Exercise goal: Give the entries back exactly, dropping each image.

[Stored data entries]
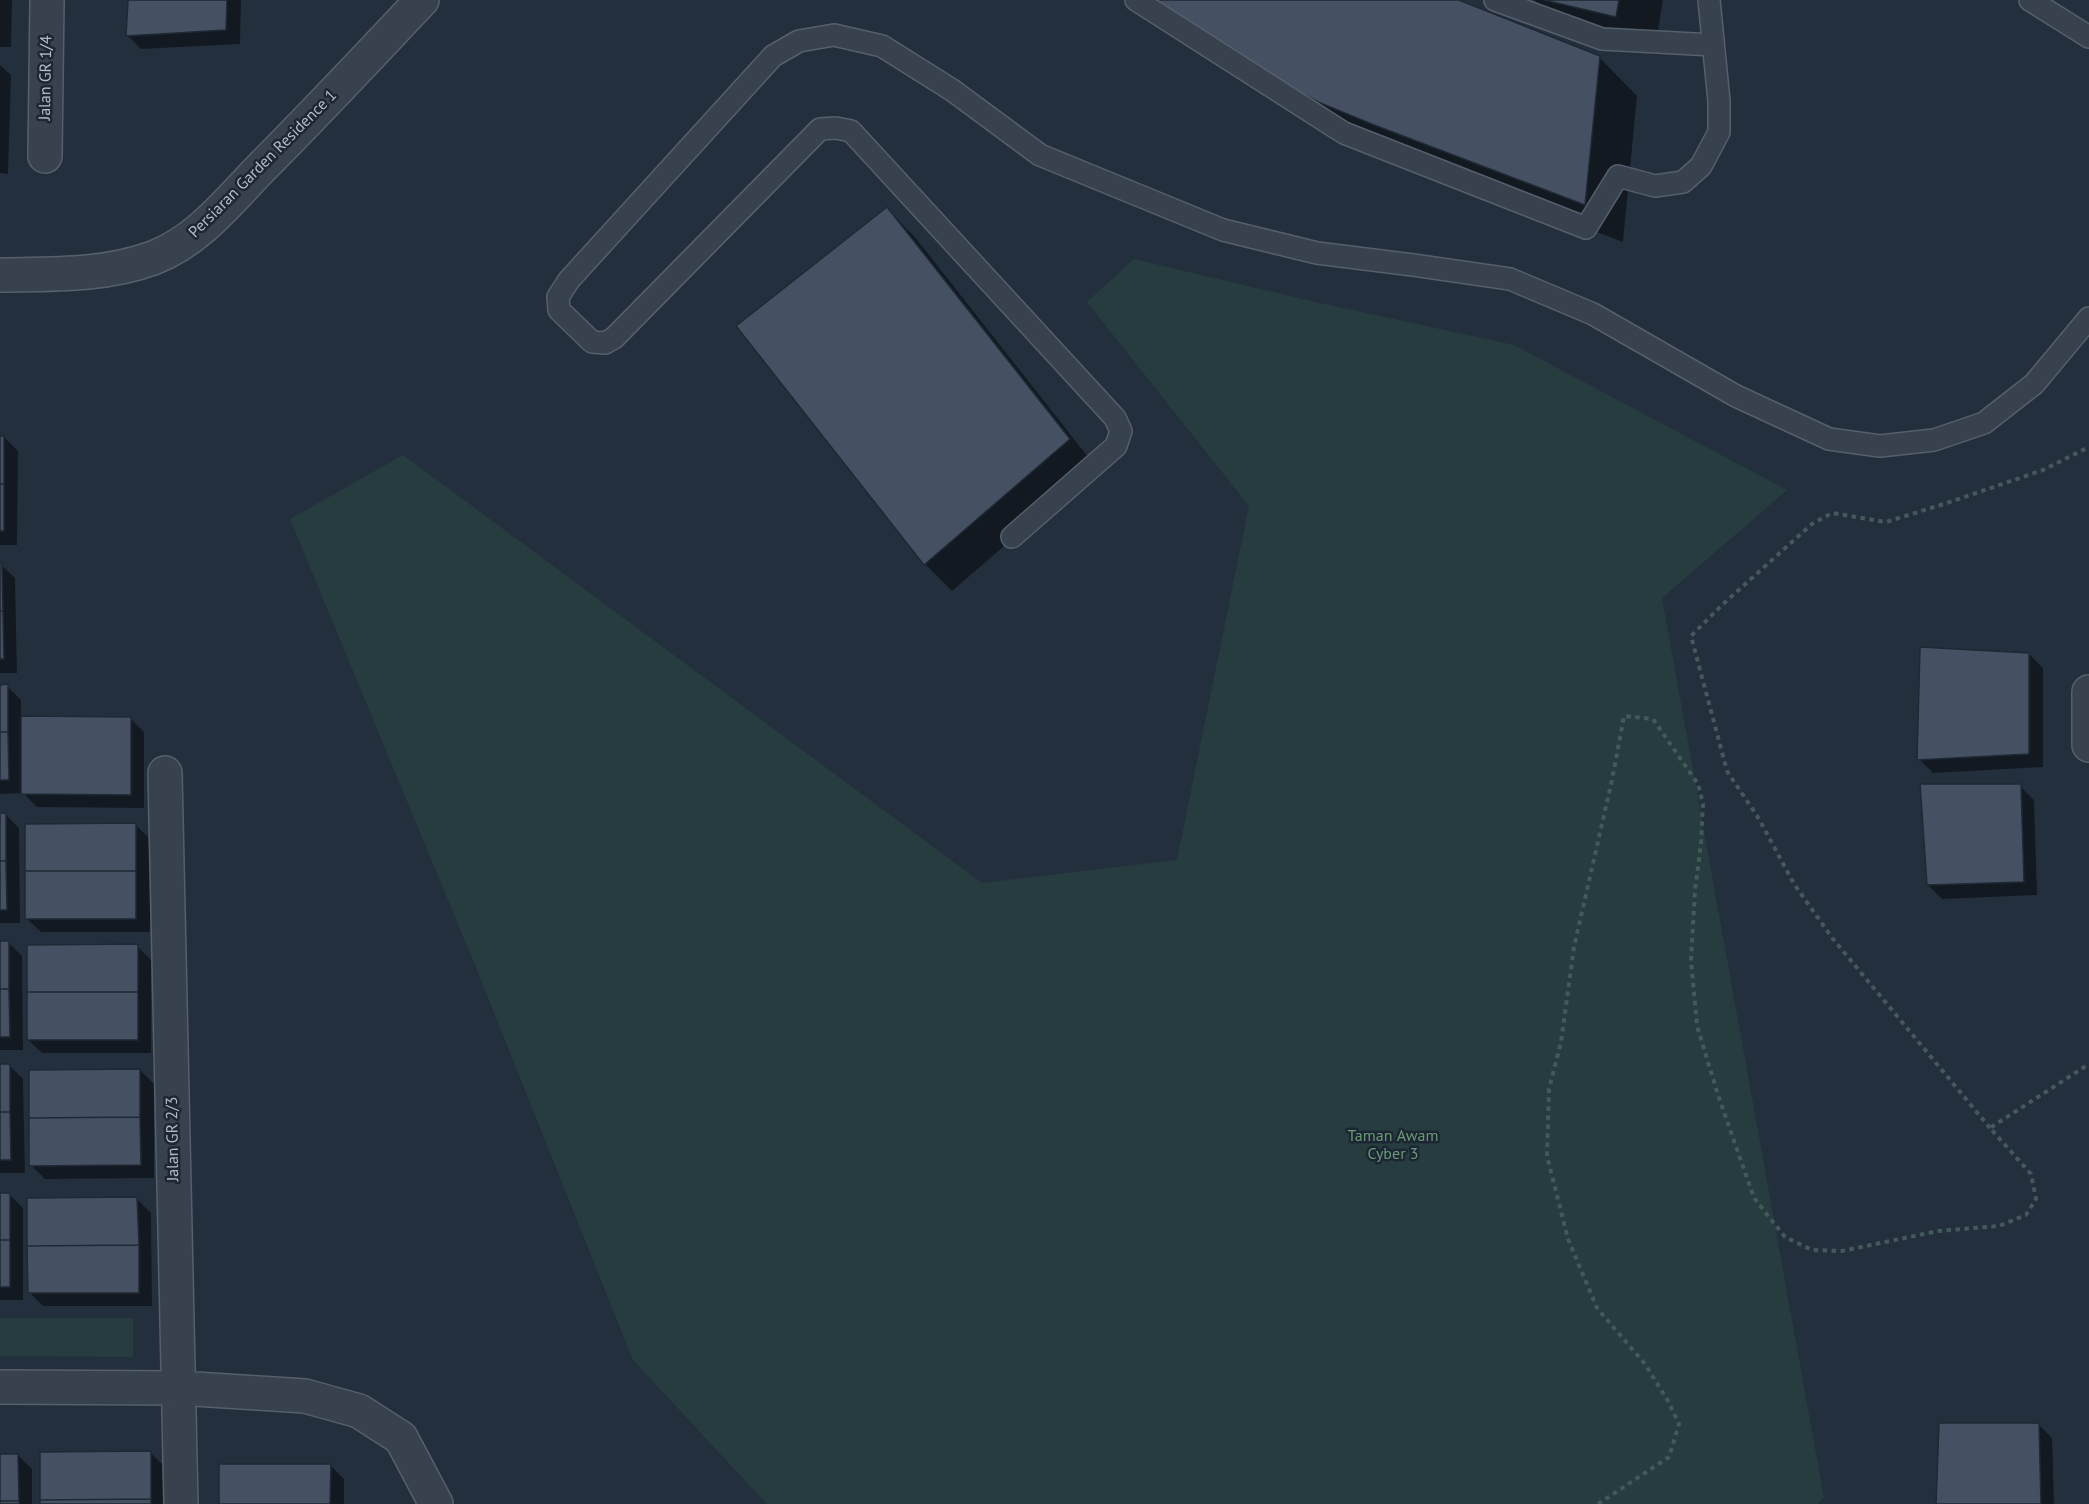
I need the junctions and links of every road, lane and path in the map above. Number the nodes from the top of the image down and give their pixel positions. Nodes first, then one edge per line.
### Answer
1 (47, 0) edge
2 (422, 0) edge
3 (1136, 0) edge
4 (1709, 0) edge
5 (2030, 0) edge
6 (1499, 1) edge
7 (2089, 37) edge
8 (1713, 45) junction
9 (45, 156) dead end
10 (0, 274) edge
11 (2089, 318) edge
12 (2089, 447) edge
13 (1012, 537) dead end
14 (2089, 692) edge
15 (2089, 745) edge
16 (165, 773) dead end
17 (2089, 1064) edge
18 (1990, 1128) junction
19 (0, 1387) edge
20 (179, 1388) junction
21 (181, 1504) edge
22 (436, 1504) edge
23 (1598, 1504) edge

1 - 9 street, Jalan GR 1/4
2 - 10 street, Persiaran Garden Residence 1
3 - 8 lane
4 - 8 lane
5 - 7 lane
6 - 8 lane
11 - 13 lane
12 - 18 path
14 - 15 street
16 - 20 street, Jalan GR 2/3
17 - 18 path
18 - 23 path
19 - 20 street
20 - 21 street, Jalan GR 2/3
20 - 22 street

Your response:
I need the junctions and links of every road, lane and path in the map above. Number the nodes from the top of the image down and give their pixel positions. Nodes first, then one edge per line.
### Answer
1 (47, 0) edge
2 (422, 0) edge
3 (1136, 0) edge
4 (1709, 0) edge
5 (2030, 0) edge
6 (1499, 1) edge
7 (2089, 37) edge
8 (1713, 45) junction
9 (45, 156) dead end
10 (0, 274) edge
11 (2089, 318) edge
12 (2089, 447) edge
13 (1012, 537) dead end
14 (2089, 692) edge
15 (2089, 745) edge
16 (165, 773) dead end
17 (2089, 1064) edge
18 (1990, 1128) junction
19 (0, 1387) edge
20 (179, 1388) junction
21 (181, 1504) edge
22 (436, 1504) edge
23 (1598, 1504) edge

1 - 9 street, Jalan GR 1/4
2 - 10 street, Persiaran Garden Residence 1
3 - 8 lane
4 - 8 lane
5 - 7 lane
6 - 8 lane
11 - 13 lane
12 - 18 path
14 - 15 street
16 - 20 street, Jalan GR 2/3
17 - 18 path
18 - 23 path
19 - 20 street
20 - 21 street, Jalan GR 2/3
20 - 22 street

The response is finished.